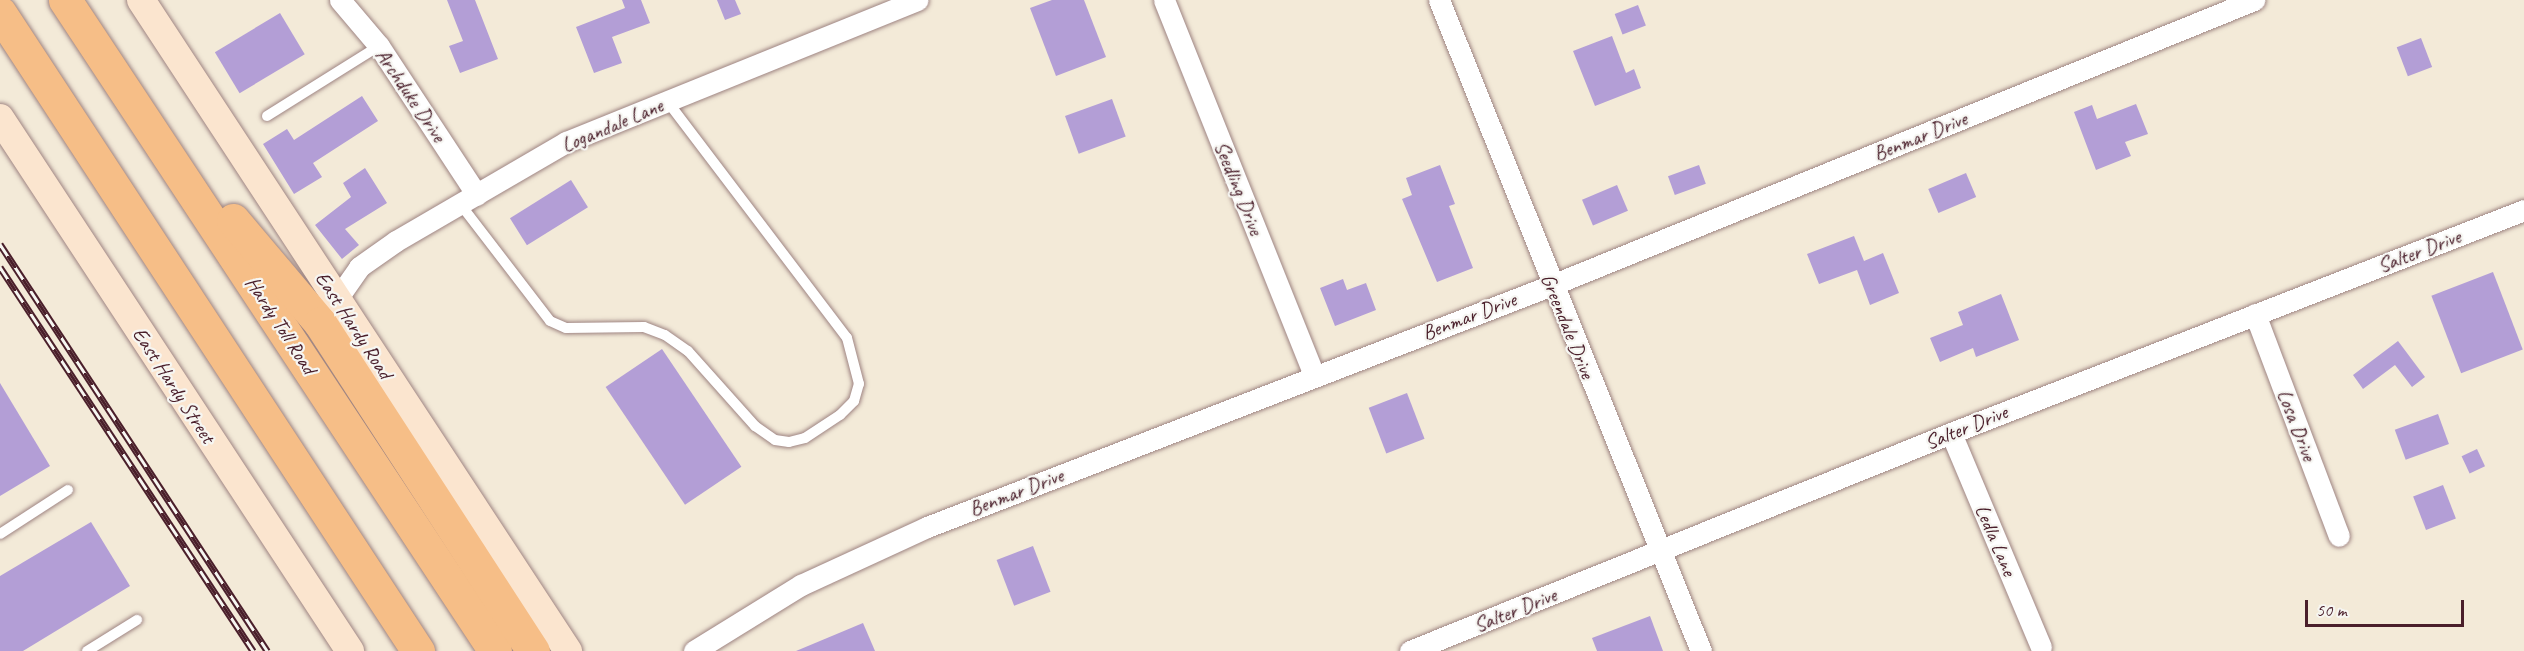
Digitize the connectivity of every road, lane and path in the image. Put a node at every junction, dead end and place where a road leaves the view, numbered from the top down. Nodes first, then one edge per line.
1 (65, 0) edge
2 (141, 0) edge
3 (340, 0) edge
4 (917, 0) edge
5 (1164, 0) edge
6 (1439, 0) edge
7 (2254, 0) edge
8 (0, 13) edge
9 (379, 46) junction
10 (667, 102) junction
11 (138, 108) junction
12 (267, 116) dead end
13 (0, 118) edge
14 (469, 200) junction
15 (2524, 210) edge
16 (1552, 285) junction
17 (337, 298) junction
18 (2255, 314) junction
19 (1314, 375) junction
20 (1951, 433) junction
21 (68, 490) dead end
22 (0, 534) edge
23 (2339, 536) dead end
24 (1659, 553) junction
25 (137, 620) dead end
26 (414, 646) edge
27 (2042, 647) dead end
28 (87, 651) edge
29 (350, 651) edge
30 (495, 651) edge
31 (533, 651) edge
32 (568, 651) edge
33 (694, 651) edge
34 (1410, 651) edge
35 (1701, 651) edge

1 - 11 highway, Hardy Toll Road
2 - 17 main road, East Hardy Road
3 - 9 street, Archduke Drive
4 - 10 street, Logandale Lane
5 - 19 street, Seedling Drive
6 - 16 street, Greendale Drive
7 - 16 street, Benmar Drive
8 - 26 highway
9 - 12 lane
9 - 14 street, Archduke Drive
10 - 14 street, Logandale Lane
10 - 14 lane
11 - 30 highway, Hardy Toll Road
11 - 31 highway
13 - 29 main road, East Hardy Street
14 - 17 street, Logandale Lane
15 - 18 street, Salter Drive
16 - 19 street, Benmar Drive
16 - 24 street, Greendale Drive
17 - 32 main road, East Hardy Road
18 - 20 street, Salter Drive
18 - 23 street, Losa Drive
19 - 33 street, Benmar Drive
20 - 24 street, Salter Drive
20 - 27 street, Ledla Lane
21 - 22 lane
24 - 34 street, Salter Drive
24 - 35 street, Greendale Drive
25 - 28 lane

-*-*-

Task instructions: Return each of the lines exactly as they appear above, with no images.

Answer for the task:
Digitize the connectivity of every road, lane and path in the image. Put a node at every junction, dead end and place where a road leaves the view, numbered from the top down. Nodes first, then one edge per line.
1 (65, 0) edge
2 (141, 0) edge
3 (340, 0) edge
4 (917, 0) edge
5 (1164, 0) edge
6 (1439, 0) edge
7 (2254, 0) edge
8 (0, 13) edge
9 (379, 46) junction
10 (667, 102) junction
11 (138, 108) junction
12 (267, 116) dead end
13 (0, 118) edge
14 (469, 200) junction
15 (2524, 210) edge
16 (1552, 285) junction
17 (337, 298) junction
18 (2255, 314) junction
19 (1314, 375) junction
20 (1951, 433) junction
21 (68, 490) dead end
22 (0, 534) edge
23 (2339, 536) dead end
24 (1659, 553) junction
25 (137, 620) dead end
26 (414, 646) edge
27 (2042, 647) dead end
28 (87, 651) edge
29 (350, 651) edge
30 (495, 651) edge
31 (533, 651) edge
32 (568, 651) edge
33 (694, 651) edge
34 (1410, 651) edge
35 (1701, 651) edge

1 - 11 highway, Hardy Toll Road
2 - 17 main road, East Hardy Road
3 - 9 street, Archduke Drive
4 - 10 street, Logandale Lane
5 - 19 street, Seedling Drive
6 - 16 street, Greendale Drive
7 - 16 street, Benmar Drive
8 - 26 highway
9 - 12 lane
9 - 14 street, Archduke Drive
10 - 14 street, Logandale Lane
10 - 14 lane
11 - 30 highway, Hardy Toll Road
11 - 31 highway
13 - 29 main road, East Hardy Street
14 - 17 street, Logandale Lane
15 - 18 street, Salter Drive
16 - 19 street, Benmar Drive
16 - 24 street, Greendale Drive
17 - 32 main road, East Hardy Road
18 - 20 street, Salter Drive
18 - 23 street, Losa Drive
19 - 33 street, Benmar Drive
20 - 24 street, Salter Drive
20 - 27 street, Ledla Lane
21 - 22 lane
24 - 34 street, Salter Drive
24 - 35 street, Greendale Drive
25 - 28 lane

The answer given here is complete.